NASCIS II (1985) compared the effect of placebo with a megadose of methylprednisolone. Patients who received methylprednisolone had better sensory function at 6 months as compared with the control group. However, this effect disappeared at 1 year. Improvement in motor function was statistically significant at 6 months and even after 1 year in the methylprednisolone group compared with the control group. Increased incidence of wound infection was seen with the high dose steroids.
The NASCIS III study (1991) randomized patients to either high dose steroids for 24 or 48 hours. Follow-up after 6 months revealed no significant difference between the groups with regard to any modality. Subgroup analysis showed a modest benefit in patients who received methylprednisolone between 3 to 8 hours after spinal cord injury for the full duration of 48 hours.
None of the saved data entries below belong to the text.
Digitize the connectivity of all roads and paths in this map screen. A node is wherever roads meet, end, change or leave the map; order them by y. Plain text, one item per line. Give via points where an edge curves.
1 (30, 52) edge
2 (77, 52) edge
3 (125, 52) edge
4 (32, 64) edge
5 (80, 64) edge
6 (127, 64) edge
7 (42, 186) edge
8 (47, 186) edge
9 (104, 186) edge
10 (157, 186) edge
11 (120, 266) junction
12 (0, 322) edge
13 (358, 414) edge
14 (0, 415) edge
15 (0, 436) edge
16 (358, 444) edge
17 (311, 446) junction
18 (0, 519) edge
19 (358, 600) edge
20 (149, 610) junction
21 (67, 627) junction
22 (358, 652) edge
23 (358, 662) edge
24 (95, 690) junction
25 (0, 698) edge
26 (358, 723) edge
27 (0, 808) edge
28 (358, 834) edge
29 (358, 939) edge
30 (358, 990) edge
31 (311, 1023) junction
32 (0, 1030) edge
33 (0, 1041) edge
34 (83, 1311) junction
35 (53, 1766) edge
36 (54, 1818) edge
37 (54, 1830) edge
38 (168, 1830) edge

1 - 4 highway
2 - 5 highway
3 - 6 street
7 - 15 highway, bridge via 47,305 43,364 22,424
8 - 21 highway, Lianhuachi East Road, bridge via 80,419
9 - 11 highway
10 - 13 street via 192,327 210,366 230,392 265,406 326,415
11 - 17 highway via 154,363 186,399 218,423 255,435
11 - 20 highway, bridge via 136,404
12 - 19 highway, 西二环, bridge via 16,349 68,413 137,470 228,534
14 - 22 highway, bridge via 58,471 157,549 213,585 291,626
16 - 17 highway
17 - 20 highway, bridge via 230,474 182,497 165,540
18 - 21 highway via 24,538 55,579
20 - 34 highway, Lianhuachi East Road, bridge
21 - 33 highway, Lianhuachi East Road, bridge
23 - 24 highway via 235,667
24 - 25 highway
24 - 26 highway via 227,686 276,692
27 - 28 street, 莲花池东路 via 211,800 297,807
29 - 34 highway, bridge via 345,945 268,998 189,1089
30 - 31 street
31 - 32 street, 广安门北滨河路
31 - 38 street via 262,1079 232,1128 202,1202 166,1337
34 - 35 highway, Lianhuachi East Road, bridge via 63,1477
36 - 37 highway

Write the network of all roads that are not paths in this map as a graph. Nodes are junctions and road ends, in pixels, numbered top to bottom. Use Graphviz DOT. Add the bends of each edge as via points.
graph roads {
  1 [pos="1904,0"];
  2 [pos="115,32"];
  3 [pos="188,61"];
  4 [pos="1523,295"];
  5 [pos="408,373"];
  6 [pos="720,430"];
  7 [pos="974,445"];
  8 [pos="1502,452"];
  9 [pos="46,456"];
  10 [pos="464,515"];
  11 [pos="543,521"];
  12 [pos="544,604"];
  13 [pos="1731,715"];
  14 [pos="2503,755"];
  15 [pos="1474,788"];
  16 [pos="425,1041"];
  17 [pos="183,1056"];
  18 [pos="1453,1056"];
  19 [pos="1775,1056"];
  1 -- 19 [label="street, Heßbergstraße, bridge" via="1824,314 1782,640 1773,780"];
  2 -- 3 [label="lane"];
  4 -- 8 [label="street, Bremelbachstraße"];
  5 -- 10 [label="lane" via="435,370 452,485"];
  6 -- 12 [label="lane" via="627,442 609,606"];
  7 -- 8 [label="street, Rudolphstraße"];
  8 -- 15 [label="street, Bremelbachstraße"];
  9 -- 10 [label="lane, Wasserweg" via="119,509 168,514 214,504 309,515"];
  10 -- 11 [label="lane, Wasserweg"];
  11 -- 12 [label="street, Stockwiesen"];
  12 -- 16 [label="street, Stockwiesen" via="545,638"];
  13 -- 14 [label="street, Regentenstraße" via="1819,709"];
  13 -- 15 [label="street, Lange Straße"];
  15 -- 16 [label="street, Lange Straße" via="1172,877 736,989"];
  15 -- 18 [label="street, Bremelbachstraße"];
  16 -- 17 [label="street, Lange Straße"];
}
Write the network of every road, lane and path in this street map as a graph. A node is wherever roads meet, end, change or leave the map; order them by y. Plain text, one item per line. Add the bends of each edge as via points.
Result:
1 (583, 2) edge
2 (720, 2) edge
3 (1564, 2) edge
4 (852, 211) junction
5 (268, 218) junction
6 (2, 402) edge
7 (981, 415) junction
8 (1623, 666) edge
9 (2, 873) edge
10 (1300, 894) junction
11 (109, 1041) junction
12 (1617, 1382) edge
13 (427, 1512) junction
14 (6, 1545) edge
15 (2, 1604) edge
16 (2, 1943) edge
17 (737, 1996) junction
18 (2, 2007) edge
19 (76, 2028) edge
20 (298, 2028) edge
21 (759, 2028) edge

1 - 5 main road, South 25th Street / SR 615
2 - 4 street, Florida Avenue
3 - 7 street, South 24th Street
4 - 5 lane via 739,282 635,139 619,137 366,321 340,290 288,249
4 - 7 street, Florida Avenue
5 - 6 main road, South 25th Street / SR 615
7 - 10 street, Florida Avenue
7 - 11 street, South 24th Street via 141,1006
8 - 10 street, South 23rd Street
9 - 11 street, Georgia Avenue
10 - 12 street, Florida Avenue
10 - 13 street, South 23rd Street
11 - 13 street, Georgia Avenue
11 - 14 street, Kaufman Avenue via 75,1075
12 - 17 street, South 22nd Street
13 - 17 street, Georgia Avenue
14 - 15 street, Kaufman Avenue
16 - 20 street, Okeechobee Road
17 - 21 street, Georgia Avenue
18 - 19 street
This difference was observed at 6 weeks and 6 months, but was less apparent at 1 year (p=.053).
Conclusion: There is no convincing evidence to support the use of steroids in spinal cord injury and is no longer part of the recommendations of the American Association of Neurologic Surgeons or ATLS.
Source: Ali Salim, MD
3. Should I use Hypertonic Saline in Traumatic Brain Injury?
Hypertonic saline (HTS) has been shown to decrease intracranial pressure (ICP) and increase cerebral perfusion pressure (CPP) which is ideal in traumatic brain injury. Hypertonic saline has the added benefit over mannitol of increasing circulating blood volume which may be needed in the multi-system blunt trauma patient. When comparing HTS with mannitol, they both will lower ICP, but HTS may actually lower it more. In a study done by Cooper et al, (JAMA. 2004;291:1350-1357) pre-hospital HTS was compared to lactated ringers in comatose hypotensive trauma patients. Although there was no statistically significant improvement in outcomes with HTS, there was a modest trend toward improvement in mortality compared to Ringer’s lactate (55% vs. 47%). The Brain Trauma Foundation guidelines (www.braintrauma.org) currently recommend mannitol for decreasing ICP but caution against hypotension. Dr Salim concludes that more data will be needed in the future to fully evaluate hypertonic saline’s effectiveness on traumatic brain injury.